### DATASET RECORDS
■ ■ ■

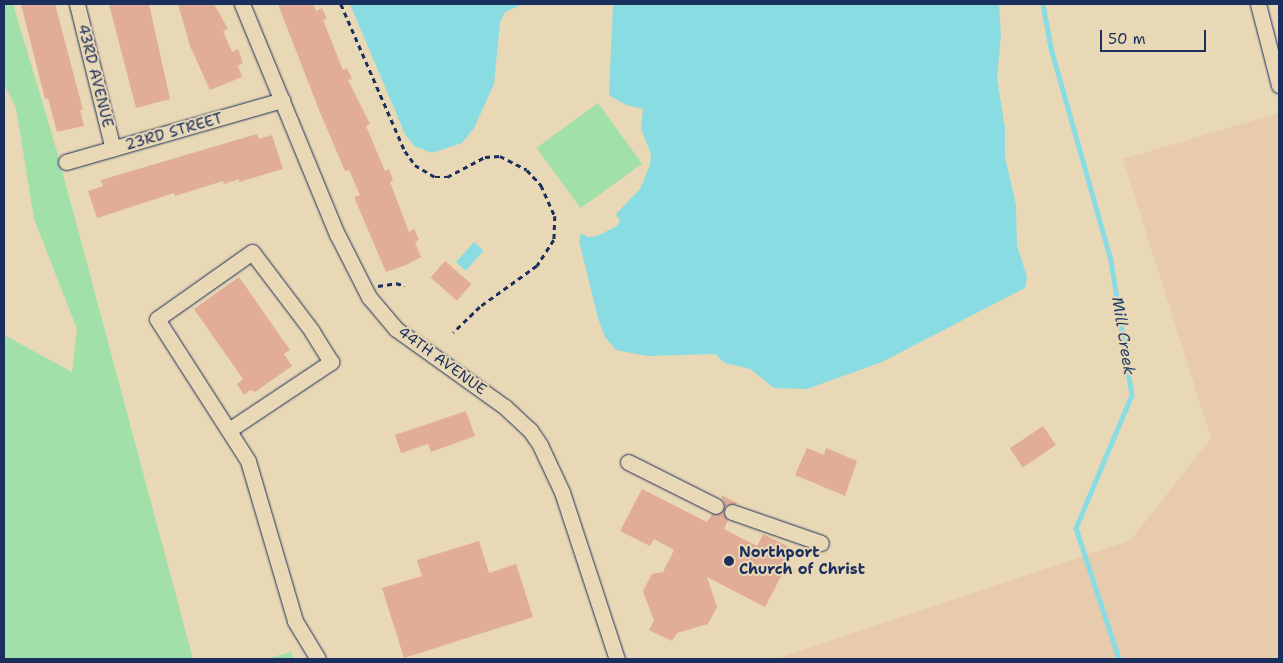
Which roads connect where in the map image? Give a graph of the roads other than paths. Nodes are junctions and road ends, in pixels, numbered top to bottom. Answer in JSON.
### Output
{"nodes":[{"id":1,"x":77,"y":4,"type":"edge"},
{"id":2,"x":242,"y":4,"type":"edge"},
{"id":3,"x":1258,"y":4,"type":"edge"},
{"id":4,"x":1279,"y":85,"type":"edge"},
{"id":5,"x":282,"y":100,"type":"junction"},
{"id":6,"x":113,"y":149,"type":"junction"},
{"id":7,"x":66,"y":162,"type":"dead end"},
{"id":8,"x":229,"y":430,"type":"junction"},
{"id":9,"x":628,"y":462,"type":"dead end"},
{"id":10,"x":716,"y":506,"type":"dead end"},
{"id":11,"x":732,"y":512,"type":"dead end"},
{"id":12,"x":820,"y":543,"type":"dead end"},
{"id":13,"x":318,"y":659,"type":"edge"},
{"id":14,"x":617,"y":659,"type":"edge"}],
"edges":[{"from":1,"to":6,"type":"street","name":"43RD AVENUE"},
{"from":2,"to":5,"type":"street","name":"44TH AVENUE"},
{"from":3,"to":4,"type":"street"},
{"from":5,"to":6,"type":"street","name":"23RD STREET"},
{"from":5,"to":14,"type":"street","name":"44TH AVENUE"},
{"from":6,"to":7,"type":"street","name":"23RD STREET"},
{"from":8,"to":8,"type":"street"},
{"from":8,"to":13,"type":"street"},
{"from":9,"to":10,"type":"street"},
{"from":11,"to":12,"type":"street"}]}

■ ■ ■

### PROBLEM STATEMENT
For every line of the records that has the word "dead" in it, make a copy.

### OUTPUT OF THE TASK
{"id":7,"x":66,"y":162,"type":"dead end"},
{"id":9,"x":628,"y":462,"type":"dead end"},
{"id":10,"x":716,"y":506,"type":"dead end"},
{"id":11,"x":732,"y":512,"type":"dead end"},
{"id":12,"x":820,"y":543,"type":"dead end"},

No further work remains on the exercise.